** LISTED RECORDS follows **

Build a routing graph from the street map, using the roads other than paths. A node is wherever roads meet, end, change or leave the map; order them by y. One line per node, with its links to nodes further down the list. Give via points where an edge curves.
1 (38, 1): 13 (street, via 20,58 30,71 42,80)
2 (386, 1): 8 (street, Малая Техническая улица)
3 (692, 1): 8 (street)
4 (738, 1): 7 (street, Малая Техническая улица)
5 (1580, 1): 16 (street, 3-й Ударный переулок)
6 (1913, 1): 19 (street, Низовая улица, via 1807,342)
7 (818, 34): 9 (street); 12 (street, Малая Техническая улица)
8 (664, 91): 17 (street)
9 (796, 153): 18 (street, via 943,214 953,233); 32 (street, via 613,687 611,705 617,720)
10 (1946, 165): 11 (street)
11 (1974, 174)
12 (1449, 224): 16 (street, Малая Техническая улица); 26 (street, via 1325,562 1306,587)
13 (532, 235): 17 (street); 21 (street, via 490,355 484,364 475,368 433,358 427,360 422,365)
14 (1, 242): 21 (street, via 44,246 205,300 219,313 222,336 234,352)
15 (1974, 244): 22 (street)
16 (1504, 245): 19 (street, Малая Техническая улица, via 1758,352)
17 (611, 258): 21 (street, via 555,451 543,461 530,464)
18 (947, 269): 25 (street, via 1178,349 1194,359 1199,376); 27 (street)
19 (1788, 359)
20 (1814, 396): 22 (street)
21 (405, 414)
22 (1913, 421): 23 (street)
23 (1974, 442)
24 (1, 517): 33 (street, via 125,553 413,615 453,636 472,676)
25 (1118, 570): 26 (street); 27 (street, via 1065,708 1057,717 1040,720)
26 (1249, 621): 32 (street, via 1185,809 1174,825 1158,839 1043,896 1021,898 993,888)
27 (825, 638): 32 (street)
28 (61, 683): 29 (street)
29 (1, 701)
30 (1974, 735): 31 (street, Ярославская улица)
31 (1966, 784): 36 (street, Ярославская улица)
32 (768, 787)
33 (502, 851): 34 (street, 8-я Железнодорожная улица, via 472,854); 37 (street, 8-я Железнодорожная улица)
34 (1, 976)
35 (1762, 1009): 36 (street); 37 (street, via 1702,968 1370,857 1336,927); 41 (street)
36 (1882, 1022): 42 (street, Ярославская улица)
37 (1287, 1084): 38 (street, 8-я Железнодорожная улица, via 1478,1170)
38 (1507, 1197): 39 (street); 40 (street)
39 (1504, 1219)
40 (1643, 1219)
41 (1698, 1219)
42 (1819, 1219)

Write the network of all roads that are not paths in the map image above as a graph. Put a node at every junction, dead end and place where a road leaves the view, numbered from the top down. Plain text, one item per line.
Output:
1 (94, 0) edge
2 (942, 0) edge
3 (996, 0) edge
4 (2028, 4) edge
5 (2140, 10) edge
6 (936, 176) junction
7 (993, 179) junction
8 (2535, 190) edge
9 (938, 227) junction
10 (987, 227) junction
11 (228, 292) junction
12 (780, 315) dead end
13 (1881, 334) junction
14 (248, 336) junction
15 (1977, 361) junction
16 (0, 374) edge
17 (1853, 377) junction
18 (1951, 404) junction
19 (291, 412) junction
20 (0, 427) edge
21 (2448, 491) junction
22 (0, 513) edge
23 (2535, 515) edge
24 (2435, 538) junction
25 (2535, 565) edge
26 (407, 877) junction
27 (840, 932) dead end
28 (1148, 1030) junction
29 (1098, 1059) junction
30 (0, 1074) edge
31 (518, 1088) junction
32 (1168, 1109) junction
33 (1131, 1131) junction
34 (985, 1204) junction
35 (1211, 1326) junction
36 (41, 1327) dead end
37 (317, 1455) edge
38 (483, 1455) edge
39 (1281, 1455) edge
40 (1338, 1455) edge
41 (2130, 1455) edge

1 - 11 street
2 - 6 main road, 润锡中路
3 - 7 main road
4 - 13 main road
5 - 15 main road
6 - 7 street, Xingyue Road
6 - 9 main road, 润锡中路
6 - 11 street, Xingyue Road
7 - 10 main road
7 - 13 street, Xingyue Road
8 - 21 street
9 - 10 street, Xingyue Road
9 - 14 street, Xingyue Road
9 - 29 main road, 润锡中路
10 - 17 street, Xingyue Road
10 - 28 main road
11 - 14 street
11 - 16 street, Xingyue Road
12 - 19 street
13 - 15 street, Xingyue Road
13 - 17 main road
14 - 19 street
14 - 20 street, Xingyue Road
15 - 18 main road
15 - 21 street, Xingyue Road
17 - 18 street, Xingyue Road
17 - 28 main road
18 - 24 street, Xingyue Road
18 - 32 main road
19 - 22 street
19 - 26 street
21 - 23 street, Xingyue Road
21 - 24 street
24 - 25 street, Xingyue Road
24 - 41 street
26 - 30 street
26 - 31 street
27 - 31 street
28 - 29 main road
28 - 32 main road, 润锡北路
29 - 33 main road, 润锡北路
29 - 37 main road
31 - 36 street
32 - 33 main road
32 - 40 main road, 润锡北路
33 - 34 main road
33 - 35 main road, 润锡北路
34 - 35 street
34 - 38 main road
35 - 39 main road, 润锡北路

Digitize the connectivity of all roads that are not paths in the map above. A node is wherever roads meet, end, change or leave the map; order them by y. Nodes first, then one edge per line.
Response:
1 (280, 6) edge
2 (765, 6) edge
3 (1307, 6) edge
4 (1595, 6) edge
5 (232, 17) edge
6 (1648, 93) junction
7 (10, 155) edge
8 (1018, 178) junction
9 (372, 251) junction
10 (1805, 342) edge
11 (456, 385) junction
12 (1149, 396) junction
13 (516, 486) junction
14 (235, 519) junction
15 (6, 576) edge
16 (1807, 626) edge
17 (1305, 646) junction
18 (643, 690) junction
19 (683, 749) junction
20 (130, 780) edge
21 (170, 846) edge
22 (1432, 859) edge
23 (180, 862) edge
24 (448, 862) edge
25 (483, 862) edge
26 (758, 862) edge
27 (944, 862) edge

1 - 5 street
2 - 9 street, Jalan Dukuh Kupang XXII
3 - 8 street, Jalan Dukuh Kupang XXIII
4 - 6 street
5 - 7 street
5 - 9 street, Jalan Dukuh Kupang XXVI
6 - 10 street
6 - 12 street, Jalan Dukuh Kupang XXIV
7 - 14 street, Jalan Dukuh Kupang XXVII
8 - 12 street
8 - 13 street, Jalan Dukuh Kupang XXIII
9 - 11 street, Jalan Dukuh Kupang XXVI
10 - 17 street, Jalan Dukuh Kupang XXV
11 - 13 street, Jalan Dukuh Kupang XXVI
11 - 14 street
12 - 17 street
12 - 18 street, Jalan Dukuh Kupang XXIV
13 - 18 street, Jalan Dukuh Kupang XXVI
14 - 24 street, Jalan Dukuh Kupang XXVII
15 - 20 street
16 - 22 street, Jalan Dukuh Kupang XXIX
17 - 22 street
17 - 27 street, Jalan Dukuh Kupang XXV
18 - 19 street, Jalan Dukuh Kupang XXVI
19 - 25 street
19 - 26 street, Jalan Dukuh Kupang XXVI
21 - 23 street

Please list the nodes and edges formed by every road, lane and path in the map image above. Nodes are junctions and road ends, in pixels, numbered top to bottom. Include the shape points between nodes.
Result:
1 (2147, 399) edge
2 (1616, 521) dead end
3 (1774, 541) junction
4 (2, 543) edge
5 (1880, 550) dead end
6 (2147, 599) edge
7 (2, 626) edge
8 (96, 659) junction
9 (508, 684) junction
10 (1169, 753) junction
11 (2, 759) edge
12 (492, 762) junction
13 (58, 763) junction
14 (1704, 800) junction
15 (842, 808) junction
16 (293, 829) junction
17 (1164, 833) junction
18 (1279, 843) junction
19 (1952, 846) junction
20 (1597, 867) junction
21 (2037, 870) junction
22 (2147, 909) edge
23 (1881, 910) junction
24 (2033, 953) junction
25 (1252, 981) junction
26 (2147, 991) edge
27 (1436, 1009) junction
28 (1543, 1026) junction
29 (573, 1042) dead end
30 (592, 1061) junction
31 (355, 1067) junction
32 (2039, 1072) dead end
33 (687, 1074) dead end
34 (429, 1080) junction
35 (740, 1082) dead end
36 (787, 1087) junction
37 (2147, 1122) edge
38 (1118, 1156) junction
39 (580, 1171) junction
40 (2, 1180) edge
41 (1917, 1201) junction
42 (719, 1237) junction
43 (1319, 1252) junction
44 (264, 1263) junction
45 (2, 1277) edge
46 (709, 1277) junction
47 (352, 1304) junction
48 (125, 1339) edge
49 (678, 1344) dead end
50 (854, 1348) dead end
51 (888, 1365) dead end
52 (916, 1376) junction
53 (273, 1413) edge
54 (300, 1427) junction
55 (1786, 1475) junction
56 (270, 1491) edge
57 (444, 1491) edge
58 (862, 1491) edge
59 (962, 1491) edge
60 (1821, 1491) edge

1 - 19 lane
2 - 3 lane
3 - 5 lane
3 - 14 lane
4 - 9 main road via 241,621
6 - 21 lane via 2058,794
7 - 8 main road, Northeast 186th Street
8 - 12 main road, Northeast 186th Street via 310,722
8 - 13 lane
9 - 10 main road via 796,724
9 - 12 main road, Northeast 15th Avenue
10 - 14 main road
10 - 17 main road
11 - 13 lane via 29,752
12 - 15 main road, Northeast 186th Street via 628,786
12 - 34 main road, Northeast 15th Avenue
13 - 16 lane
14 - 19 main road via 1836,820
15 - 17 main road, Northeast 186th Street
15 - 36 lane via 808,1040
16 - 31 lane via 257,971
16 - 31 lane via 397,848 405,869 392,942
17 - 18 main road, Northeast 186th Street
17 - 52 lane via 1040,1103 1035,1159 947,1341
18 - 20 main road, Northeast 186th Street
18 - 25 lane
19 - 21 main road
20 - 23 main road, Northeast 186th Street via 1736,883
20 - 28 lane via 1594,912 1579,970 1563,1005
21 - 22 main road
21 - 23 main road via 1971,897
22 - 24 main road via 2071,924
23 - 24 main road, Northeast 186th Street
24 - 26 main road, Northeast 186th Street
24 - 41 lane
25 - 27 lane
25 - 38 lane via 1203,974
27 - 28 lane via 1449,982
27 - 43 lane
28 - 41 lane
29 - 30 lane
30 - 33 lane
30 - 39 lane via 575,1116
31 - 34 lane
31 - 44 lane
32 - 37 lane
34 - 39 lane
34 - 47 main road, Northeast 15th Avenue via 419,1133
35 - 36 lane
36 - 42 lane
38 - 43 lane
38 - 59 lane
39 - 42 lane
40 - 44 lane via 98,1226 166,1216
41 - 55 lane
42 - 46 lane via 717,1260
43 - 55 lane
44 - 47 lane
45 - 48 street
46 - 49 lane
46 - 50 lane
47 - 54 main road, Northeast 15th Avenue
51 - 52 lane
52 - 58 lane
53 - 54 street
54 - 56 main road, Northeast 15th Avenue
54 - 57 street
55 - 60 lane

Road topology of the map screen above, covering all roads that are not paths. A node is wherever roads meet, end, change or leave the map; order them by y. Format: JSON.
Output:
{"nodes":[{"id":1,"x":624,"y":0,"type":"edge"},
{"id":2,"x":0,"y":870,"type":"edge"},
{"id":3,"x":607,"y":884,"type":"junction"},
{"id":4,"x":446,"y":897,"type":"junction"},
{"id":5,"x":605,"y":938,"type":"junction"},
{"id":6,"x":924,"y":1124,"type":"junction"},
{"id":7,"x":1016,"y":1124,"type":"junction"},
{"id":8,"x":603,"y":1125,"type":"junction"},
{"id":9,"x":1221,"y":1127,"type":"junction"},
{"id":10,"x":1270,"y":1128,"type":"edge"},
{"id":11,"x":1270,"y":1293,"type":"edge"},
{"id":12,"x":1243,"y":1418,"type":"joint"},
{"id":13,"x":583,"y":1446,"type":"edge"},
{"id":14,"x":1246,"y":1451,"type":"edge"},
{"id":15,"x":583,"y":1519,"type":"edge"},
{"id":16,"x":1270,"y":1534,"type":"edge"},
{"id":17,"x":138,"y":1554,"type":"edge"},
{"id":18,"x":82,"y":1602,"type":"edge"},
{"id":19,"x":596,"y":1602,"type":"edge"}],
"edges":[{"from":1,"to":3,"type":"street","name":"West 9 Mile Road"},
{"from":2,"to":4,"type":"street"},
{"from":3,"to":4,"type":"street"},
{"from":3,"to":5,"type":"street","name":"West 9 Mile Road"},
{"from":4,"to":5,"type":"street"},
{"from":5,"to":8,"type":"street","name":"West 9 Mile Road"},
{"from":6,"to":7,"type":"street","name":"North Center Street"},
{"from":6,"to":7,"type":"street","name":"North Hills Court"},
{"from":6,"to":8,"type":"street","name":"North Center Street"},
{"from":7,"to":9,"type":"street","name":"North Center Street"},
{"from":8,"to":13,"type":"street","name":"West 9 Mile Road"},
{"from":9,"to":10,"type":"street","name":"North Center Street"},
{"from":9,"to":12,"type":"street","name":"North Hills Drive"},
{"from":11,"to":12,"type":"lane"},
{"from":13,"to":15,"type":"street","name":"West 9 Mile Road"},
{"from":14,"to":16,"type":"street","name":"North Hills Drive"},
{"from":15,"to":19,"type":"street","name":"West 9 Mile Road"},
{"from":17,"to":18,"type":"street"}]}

** End of LISTED RECORDS **

— TASK DETAILS —
Your answer should reproduce each line of the listing that holds the word "them".

— OUTPUT BELOW —
Build a routing graph from the street map, using the roads other than paths. A node is wherever roads meet, end, change or leave the map; order them by y. One line per node, with its links to nodes further down the list. Give via points where an edge curves.
Digitize the connectivity of all roads that are not paths in the map above. A node is wherever roads meet, end, change or leave the map; order them by y. Nodes first, then one edge per line.
Road topology of the map screen above, covering all roads that are not paths. A node is wherever roads meet, end, change or leave the map; order them by y. Format: JSON.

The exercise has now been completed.